What you need to do: Examine each line of the data, and copy the ones containing "edges".

··········

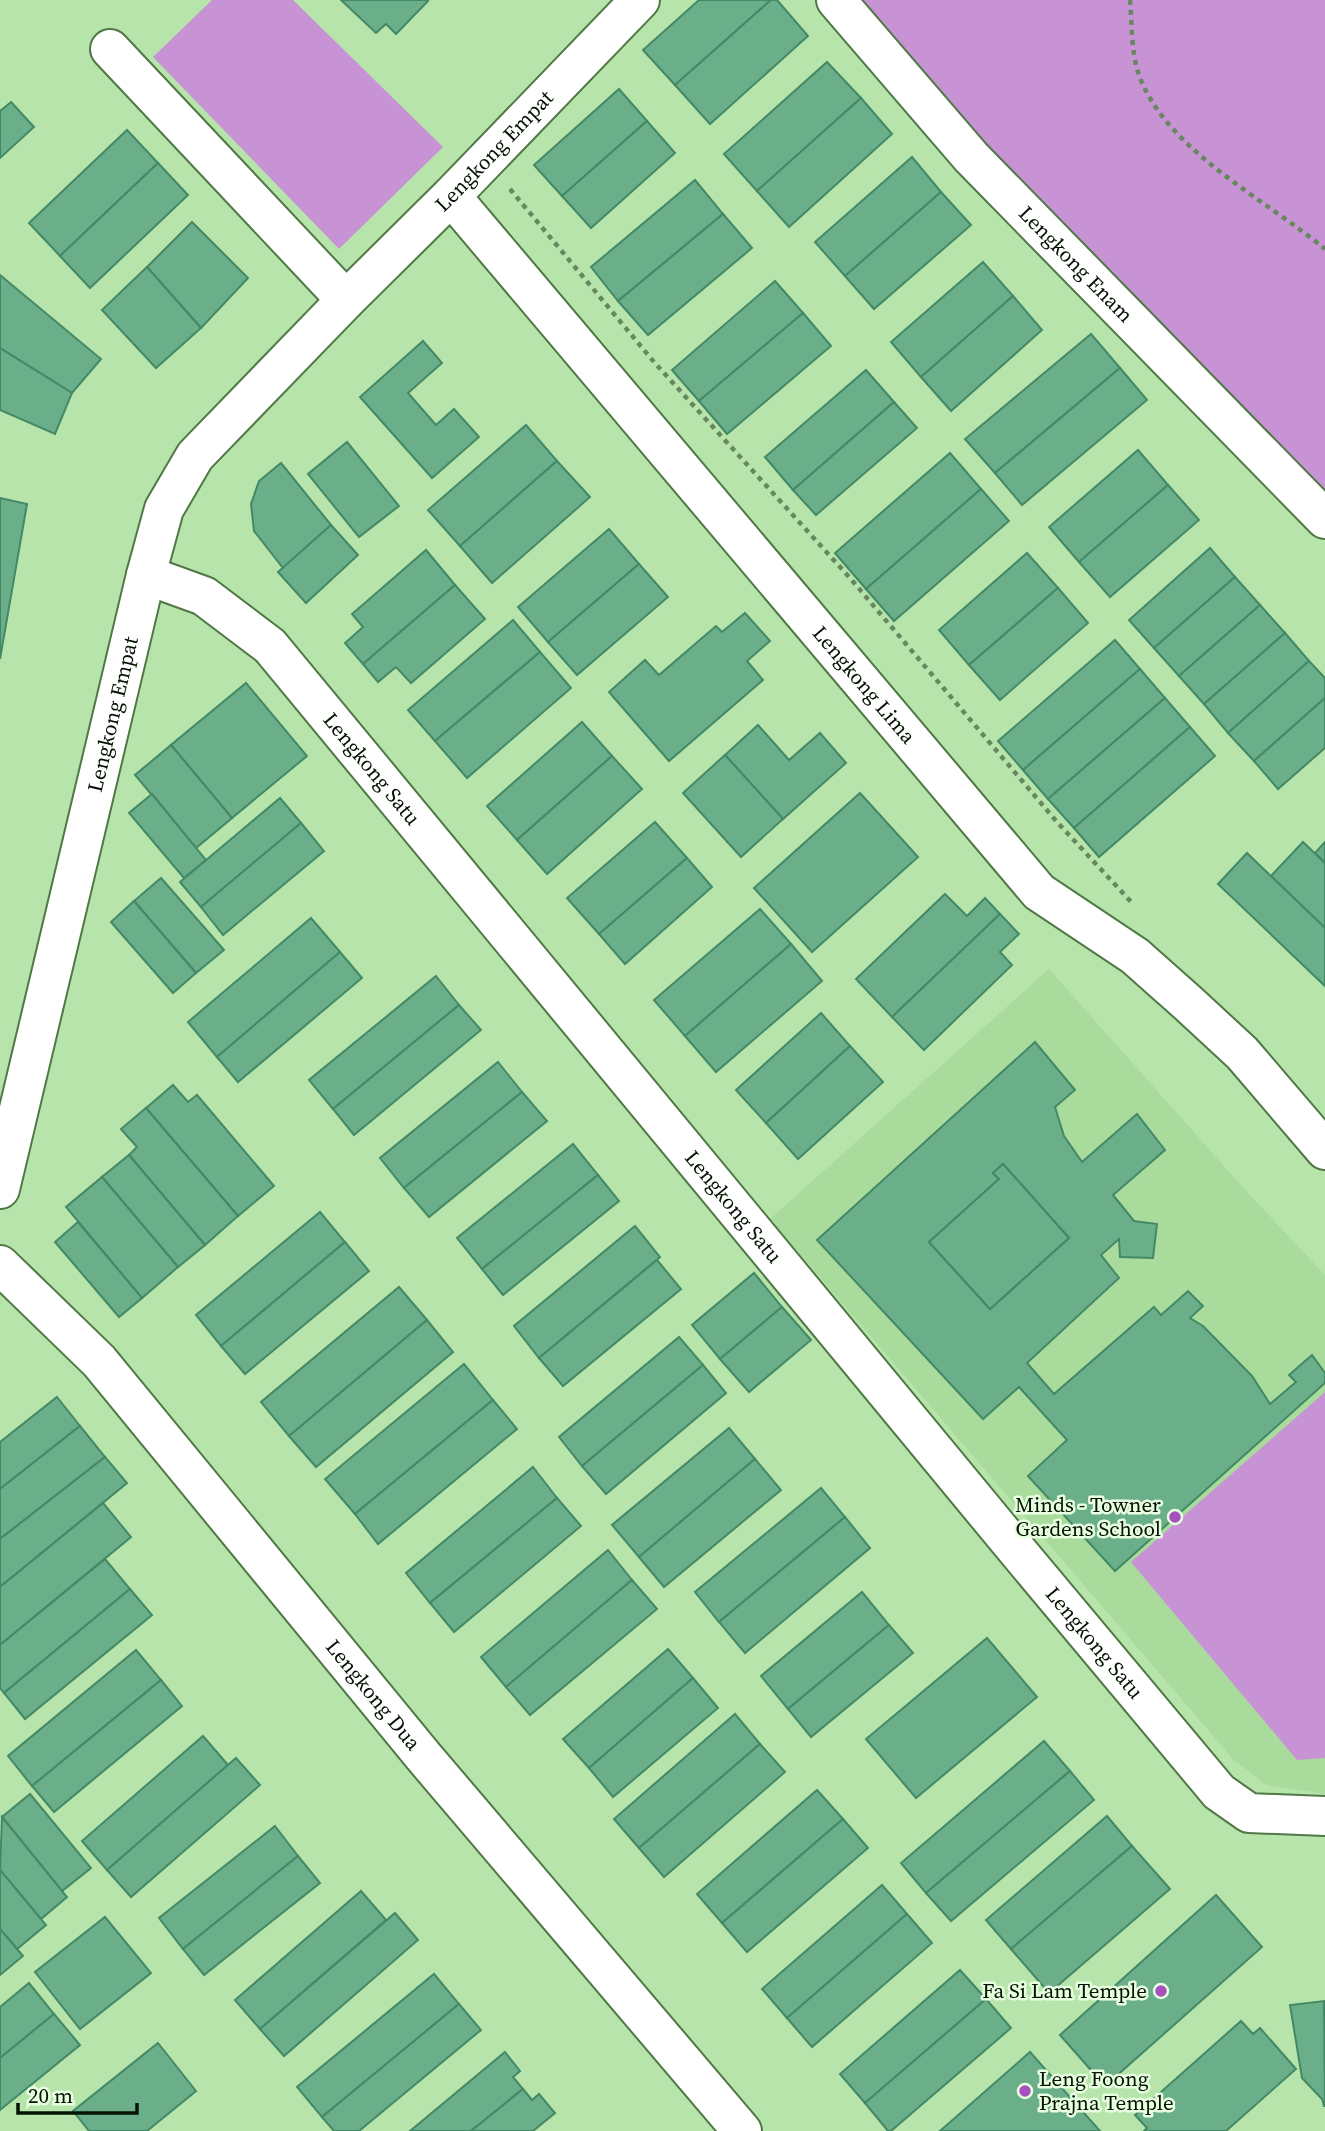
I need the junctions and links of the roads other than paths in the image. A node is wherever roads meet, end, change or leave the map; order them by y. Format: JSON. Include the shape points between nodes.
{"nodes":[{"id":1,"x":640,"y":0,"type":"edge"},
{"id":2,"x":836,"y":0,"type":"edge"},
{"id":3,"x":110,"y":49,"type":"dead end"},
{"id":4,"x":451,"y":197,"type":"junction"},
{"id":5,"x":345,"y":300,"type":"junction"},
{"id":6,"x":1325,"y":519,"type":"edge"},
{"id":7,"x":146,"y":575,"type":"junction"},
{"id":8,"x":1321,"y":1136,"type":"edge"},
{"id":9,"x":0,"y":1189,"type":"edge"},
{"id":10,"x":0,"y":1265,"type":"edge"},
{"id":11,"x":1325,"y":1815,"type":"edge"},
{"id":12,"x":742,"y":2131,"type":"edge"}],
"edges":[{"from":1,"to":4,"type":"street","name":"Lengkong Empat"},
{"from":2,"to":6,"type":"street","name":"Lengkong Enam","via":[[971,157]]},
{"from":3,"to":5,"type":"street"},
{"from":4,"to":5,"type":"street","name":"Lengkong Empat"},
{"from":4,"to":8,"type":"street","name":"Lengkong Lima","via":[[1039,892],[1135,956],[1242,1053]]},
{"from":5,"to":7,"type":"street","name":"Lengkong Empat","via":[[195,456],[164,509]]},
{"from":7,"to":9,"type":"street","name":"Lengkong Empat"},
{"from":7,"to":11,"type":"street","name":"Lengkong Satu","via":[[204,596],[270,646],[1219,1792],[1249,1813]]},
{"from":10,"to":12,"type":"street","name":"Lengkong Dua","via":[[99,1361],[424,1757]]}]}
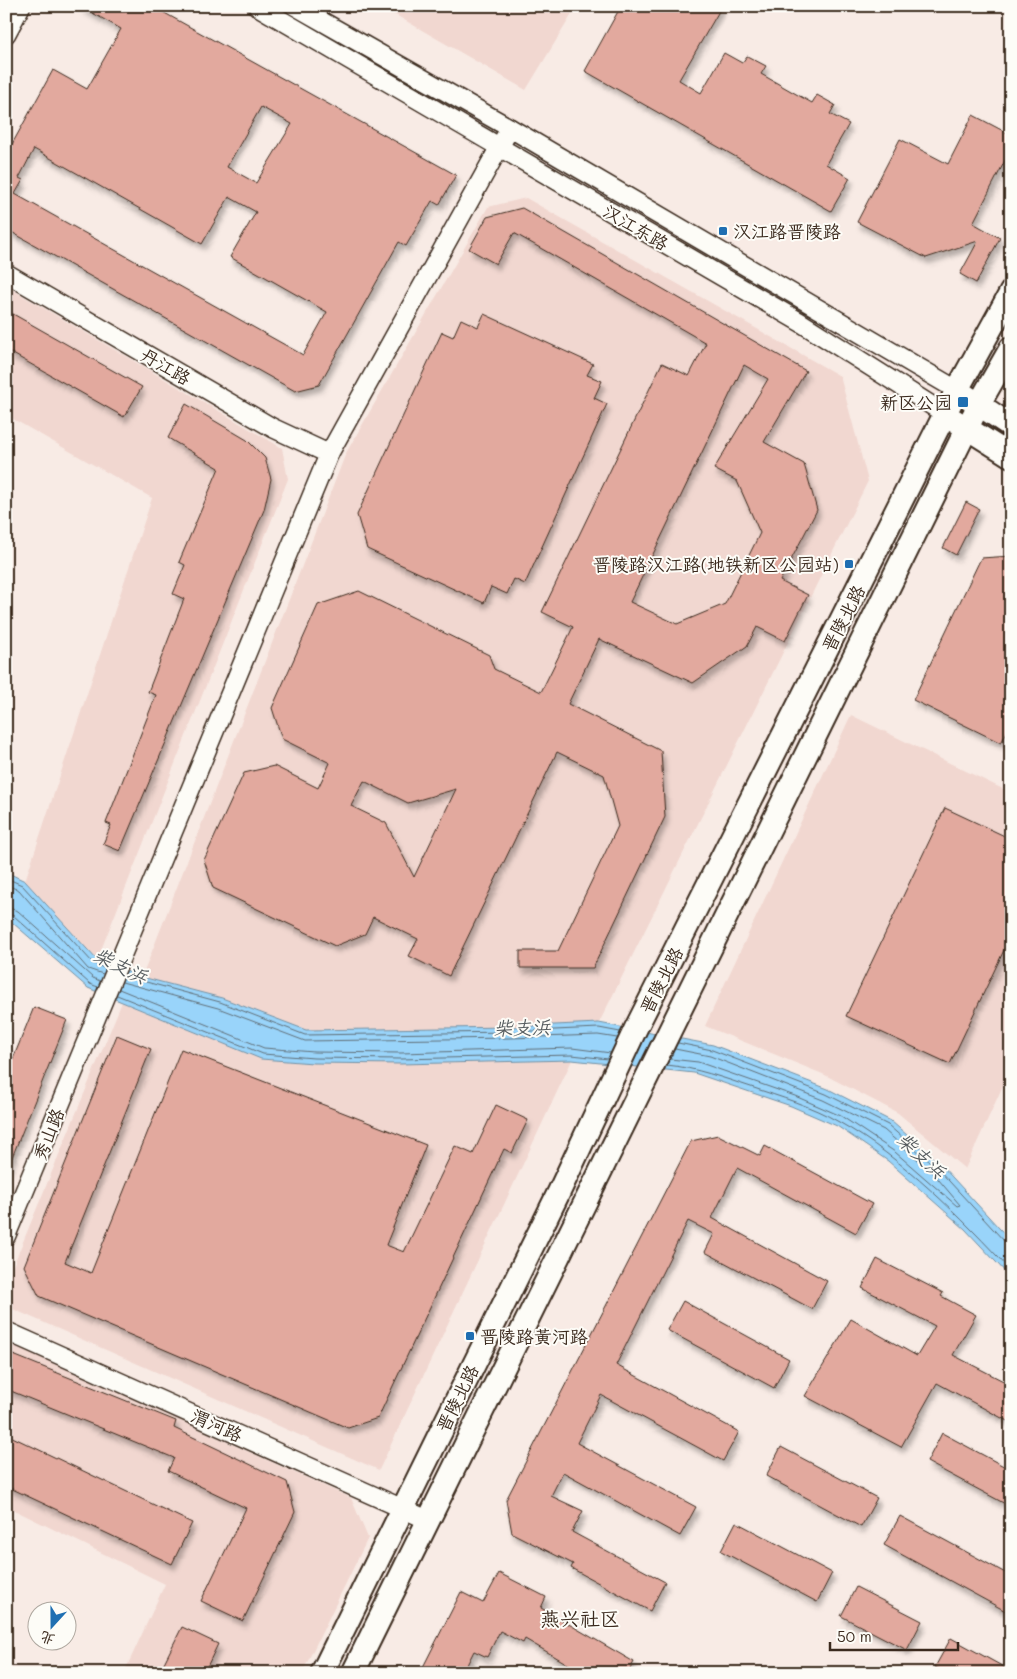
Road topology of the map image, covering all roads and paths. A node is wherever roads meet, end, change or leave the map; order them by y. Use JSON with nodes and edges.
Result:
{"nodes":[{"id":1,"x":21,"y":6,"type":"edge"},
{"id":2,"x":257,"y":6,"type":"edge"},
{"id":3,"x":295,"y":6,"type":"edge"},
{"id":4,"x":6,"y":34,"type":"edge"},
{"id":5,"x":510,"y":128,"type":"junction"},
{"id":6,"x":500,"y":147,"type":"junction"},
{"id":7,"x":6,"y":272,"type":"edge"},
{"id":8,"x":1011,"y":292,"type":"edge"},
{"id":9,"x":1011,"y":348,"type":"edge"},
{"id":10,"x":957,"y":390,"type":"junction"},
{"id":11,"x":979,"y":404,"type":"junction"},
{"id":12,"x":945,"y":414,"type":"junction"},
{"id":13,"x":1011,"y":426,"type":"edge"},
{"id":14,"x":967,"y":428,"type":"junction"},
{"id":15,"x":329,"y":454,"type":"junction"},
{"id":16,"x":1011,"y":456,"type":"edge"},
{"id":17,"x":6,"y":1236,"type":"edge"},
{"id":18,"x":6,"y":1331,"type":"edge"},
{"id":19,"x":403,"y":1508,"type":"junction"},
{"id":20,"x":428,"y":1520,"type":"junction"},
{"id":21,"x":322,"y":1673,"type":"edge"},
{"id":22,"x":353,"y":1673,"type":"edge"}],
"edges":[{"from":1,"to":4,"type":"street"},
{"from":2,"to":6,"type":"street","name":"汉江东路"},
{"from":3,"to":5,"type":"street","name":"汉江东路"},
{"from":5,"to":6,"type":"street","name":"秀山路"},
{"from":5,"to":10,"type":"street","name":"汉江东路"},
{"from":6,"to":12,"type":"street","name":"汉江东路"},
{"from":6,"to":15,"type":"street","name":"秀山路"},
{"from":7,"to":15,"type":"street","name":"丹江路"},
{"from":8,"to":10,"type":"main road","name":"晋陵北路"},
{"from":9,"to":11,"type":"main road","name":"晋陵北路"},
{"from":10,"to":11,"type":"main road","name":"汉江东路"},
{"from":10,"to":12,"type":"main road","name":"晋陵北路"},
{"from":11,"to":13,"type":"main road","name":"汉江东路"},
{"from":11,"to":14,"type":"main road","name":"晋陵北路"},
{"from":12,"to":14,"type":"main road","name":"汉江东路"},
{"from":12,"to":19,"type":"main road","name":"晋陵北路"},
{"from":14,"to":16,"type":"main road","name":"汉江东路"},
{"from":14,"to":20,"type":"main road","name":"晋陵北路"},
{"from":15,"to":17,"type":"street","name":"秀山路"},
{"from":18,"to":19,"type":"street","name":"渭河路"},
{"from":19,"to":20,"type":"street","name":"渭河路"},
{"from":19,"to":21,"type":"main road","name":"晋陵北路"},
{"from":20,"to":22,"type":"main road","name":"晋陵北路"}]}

··········

Completed exercise:
"edges":[{"from":1,"to":4,"type":"street","name":"Lengkong Empat"},
Road topology of the map image, covering all roads and paths. A node is wherever roads meet, end, change or leave the map; order them by y. Use JSON with nodes and edges.
"edges":[{"from":1,"to":4,"type":"street"},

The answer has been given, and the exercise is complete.